Building Credit as a College Student

College Female Buying on Credit

Transitioning into adulthood comes with significant growth, in addition to some challenges. There are several things your need to learn after leaving your parents’ home and going to college, including how to establish your credit. Read on for some practical tips on how to help build good credit as a college student.

1. Become an Authorized User

One of the easiest ways to start building your credit as a student is by becoming an authorized user on someone else’s credit card account. The primary cardholder, such as your parent, grandparent or legal guardian, can add your name to their credit card.

Keep in mind that the cardholder’s activity and history will directly affect your score. Both good and bad habits, such as missed payments or carrying large balances, will be reflected on your credit history. Choose a responsible person as the primary cardholder, so you get off to a great start.

2. Get a Credit Card

Opening the first line of credit under your name is one of the best ways to start building a credit history when you’re a college student. Initially, you may have trouble finding a bank that will give you credit without any previous history. But some institutions offer secured cards for first-time clients.

Secured credit cards don’t have a high spending limit, and you need to make an initial deposit which later becomes your credit line. These types of cards will teach you how to manage your money wisely as you start building your credit.

3. Request a Credit-Builder Loan

Some banks and credit unions allow for people with no credit or poor credit histories to apply for a credit-builder loan.

With this approach, the lender won’t give you access to the amount of money you’ve requested until you make all the payments.

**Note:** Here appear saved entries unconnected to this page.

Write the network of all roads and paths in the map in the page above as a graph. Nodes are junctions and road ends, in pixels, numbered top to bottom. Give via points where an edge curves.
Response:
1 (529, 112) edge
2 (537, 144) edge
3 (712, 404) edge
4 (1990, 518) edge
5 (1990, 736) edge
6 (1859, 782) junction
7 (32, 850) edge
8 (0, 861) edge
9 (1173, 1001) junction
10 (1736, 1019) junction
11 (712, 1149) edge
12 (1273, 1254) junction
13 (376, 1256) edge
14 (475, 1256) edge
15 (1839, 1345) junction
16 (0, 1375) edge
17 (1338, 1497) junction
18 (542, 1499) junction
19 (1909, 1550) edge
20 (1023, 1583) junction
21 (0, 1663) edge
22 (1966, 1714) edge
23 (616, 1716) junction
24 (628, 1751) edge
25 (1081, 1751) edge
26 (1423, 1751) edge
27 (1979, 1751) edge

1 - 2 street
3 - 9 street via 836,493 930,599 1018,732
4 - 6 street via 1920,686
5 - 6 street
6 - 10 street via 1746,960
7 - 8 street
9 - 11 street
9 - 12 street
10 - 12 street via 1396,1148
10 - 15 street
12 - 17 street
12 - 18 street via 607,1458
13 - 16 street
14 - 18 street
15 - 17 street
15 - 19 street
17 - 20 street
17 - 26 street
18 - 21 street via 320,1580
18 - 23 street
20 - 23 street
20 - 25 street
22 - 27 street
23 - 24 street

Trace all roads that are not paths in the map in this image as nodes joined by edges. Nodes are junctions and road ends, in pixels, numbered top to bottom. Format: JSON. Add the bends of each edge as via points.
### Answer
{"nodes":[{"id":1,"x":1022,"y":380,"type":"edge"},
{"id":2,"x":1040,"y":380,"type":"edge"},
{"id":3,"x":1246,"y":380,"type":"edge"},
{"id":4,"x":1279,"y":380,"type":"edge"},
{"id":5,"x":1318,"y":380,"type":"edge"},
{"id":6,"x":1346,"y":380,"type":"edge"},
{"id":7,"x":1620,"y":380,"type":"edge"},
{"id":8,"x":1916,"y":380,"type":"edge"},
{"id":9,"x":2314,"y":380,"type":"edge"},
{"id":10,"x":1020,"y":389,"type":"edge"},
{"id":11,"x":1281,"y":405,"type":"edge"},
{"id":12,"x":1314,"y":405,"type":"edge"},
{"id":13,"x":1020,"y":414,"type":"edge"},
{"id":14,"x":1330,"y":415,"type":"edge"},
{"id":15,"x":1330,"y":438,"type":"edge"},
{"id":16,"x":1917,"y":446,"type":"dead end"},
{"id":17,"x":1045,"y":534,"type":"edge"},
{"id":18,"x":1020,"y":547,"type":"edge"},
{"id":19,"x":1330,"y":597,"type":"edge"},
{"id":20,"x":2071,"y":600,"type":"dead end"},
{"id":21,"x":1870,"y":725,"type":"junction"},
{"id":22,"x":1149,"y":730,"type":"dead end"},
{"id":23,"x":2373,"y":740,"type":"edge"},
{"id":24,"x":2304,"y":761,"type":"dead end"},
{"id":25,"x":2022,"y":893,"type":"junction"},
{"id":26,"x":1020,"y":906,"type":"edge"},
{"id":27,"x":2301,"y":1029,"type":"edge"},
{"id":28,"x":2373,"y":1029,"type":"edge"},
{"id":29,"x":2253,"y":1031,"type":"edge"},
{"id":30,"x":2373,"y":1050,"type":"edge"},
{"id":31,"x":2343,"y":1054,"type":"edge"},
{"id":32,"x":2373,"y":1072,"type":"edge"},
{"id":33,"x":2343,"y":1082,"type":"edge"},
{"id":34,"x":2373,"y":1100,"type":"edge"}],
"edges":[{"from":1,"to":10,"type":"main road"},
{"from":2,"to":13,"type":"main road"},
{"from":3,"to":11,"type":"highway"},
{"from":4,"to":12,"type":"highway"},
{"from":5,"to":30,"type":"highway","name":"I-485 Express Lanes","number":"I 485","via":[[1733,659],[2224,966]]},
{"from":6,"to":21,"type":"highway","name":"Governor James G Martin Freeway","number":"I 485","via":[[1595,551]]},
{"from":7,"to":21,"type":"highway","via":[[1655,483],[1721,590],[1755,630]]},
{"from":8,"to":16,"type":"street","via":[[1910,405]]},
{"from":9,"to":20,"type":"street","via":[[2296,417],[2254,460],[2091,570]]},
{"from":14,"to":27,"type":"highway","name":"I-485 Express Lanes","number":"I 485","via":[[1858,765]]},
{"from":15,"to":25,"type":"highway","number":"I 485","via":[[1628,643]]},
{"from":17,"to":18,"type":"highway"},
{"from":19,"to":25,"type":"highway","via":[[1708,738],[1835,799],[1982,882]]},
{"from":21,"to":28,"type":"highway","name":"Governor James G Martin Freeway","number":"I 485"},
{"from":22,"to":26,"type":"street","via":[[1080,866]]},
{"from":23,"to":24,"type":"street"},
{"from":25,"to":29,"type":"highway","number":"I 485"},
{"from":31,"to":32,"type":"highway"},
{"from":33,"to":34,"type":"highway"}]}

Your funds stay in a savings account and are available once you’re done paying off the loan. This is a good alternative for students who don’t want to face high-interest rates if they can’t pay for what they’ve purchased on a credit card.

Before you go to a bank, do some research to see which lender offers the best program and borrowing options for your needs.

4. Pay Rent and get Credit for it

While paying rent on time every month doesn’t normally have a direct impact on your credit score, there are services who help ensure your positive history as a tenant is reflected by the three main credit bureaus. There’s a small fee for using these services in return for building your credit.

This is a good option if you’re living off-campus and are a responsible person who pays rent on time each month.

5. Establish Good Habits Early on

Obtaining a good credit score isn’t a race; it’s a lifelong commitment to managing your money well. A good score makes you trustworthy in the eyes of lenders, and developing good habits early on is a sure way to start building good credit.

Keep your credit spending under 5 percent and make your credit card payments on time every month. A late payment could drop your score significantly, and it may take years to clear such a mishap from your history. Set up auto payments or reminders to avoid any late payments.

Don’t open multiple accounts at once. While it might be tempting to have many lines available at the same time, lenders see this as a red flag, especially if you don’t have many years of credit history. Keep one or two accounts and build your score gradually as you become more comfortable borrowing and paying back money.

The sooner you start building your credit, the better. Developing good money habits early can help you avoid getting into debt.